Pay for Highway Bill Includes Extension of Section 420 Transfer of Excess Funding

As we discussed on the Washington Update call yesterday, Congress is working hard to fund a short term extension to fund the federal highway trust fund, which runs out of money on July 31, 2015.  Discussions are underway for legislation to fund highway and transit programs through December 18, 2015.  There are others in Congress who seek to fund the trust fund through the Presidential election in late 2016, however, there are challenges in this regard to come up with revenue-raisers that will fund the program through November 2016.

Currently, we understand that there could be a vote this week on H.R. 3038 the “Highway and Transportation Funding Act of 2015” which would provide funding for the highway trust fund through December 18, 2015.  Ways and Means Committee Chairman Paul Ryan (R-WI) and Transportation and Infrastructure Committee Chairman Bill Shuster (R-PA) have reportedly reached a deal.  The cost of the short-term funding obligation through December 18th is approximately $8 billion.  Over 60% of the revenue-raisers are from tax-related changes.  One provision, which raises $175 million, is an extension of section 420, which permits excess pension funding of defined benefit plans to be used to pay for retiree health care and retiree life insurance premiums through the end of 2025.  ERIC is very supportive of this provision.

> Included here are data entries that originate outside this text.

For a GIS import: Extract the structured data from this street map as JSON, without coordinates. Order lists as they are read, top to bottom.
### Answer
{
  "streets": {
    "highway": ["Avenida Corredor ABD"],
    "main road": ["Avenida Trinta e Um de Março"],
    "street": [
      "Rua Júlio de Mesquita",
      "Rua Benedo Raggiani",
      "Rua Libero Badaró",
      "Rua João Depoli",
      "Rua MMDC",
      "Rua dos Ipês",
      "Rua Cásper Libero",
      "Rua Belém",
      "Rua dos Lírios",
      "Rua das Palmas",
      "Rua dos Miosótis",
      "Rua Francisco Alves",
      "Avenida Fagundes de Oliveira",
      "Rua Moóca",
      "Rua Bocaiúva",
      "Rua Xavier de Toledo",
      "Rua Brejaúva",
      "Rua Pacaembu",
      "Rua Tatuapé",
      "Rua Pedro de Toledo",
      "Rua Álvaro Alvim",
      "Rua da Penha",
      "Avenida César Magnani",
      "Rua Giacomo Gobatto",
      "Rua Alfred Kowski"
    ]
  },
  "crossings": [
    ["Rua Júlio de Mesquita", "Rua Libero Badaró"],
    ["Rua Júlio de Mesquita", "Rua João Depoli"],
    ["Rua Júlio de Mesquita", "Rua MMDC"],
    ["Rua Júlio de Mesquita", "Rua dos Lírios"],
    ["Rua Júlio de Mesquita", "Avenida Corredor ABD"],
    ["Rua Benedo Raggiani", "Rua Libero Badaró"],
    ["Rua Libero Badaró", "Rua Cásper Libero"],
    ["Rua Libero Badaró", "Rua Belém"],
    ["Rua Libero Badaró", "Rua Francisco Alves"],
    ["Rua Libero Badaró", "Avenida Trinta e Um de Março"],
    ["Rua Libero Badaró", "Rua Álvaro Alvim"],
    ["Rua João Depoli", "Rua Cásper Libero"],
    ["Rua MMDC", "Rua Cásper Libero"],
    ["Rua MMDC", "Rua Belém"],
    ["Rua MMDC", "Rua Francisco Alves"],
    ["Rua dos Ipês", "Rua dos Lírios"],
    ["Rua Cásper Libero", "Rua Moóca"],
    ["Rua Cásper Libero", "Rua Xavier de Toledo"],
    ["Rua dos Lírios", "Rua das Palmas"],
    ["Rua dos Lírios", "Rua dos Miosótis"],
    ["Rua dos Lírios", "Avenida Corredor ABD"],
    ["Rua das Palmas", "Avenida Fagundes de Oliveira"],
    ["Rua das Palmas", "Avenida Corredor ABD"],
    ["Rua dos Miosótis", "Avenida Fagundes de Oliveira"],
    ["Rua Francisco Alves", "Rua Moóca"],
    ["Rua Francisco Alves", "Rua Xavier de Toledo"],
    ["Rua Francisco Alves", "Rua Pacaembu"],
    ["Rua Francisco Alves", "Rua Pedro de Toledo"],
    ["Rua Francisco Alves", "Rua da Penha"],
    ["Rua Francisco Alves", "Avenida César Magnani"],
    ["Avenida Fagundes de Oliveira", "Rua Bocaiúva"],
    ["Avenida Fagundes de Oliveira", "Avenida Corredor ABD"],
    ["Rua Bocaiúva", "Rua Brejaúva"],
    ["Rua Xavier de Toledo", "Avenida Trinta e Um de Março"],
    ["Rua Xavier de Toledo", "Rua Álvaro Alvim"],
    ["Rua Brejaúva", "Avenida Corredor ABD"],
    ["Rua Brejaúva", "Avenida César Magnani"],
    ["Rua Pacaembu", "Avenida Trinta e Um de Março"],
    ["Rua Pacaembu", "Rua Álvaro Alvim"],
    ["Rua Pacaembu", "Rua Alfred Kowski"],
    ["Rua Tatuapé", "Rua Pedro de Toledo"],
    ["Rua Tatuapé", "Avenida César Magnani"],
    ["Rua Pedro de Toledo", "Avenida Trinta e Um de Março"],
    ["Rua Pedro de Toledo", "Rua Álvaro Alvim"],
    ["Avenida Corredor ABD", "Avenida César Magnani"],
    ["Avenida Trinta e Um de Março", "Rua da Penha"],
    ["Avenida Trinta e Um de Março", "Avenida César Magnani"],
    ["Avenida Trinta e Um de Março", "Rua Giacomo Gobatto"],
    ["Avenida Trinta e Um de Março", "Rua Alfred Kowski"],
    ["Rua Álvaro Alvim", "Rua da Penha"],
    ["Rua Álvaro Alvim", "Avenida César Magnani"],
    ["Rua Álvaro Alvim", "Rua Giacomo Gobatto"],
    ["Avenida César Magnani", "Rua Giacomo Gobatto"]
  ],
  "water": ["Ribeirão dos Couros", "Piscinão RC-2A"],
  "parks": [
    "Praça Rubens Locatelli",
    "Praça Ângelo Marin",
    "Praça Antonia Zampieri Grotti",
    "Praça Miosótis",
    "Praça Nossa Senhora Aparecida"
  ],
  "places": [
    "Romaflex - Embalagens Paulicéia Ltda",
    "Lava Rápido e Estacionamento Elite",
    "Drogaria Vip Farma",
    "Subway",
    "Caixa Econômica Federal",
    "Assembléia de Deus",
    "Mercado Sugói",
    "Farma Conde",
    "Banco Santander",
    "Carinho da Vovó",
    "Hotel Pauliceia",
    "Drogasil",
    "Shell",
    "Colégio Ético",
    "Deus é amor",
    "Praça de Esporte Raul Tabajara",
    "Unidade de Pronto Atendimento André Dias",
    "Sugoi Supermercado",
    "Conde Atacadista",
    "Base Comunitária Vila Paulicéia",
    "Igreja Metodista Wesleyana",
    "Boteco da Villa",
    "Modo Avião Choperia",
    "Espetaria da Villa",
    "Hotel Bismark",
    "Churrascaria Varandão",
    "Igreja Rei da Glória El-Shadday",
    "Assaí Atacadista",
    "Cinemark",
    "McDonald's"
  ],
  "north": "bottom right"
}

As you may recall, The  Highway,  Investment,  Job  Creation,  and  Economic  Growth  Act  of  2012  (“MAP-21”) extended the ability of employers to utilize section 420 through the year 2021 and expanded to allow employers to use excess pension assets to pay for retiree life insurance premiums.  ERIC has strongly advocated AGAINST using an increase in PBGC premiums as a revenue-raiser as part of the highway trust fund reauthorization or “patch.”  PBGC premiums have been utilized in past for revenue-raisers in non-retirement related legislation, but were NOT included in MAP-21.  This provision would extend section 420 through 2025.

Other tax-related revenue-raisers in H.R. 3038 include requiring more detailed reporting from mortgage lenders on outstanding mortgages, requiring estates to report the value of the property upon the owner’s death and clarifying the statute of limitations on reassessing certain tax returns.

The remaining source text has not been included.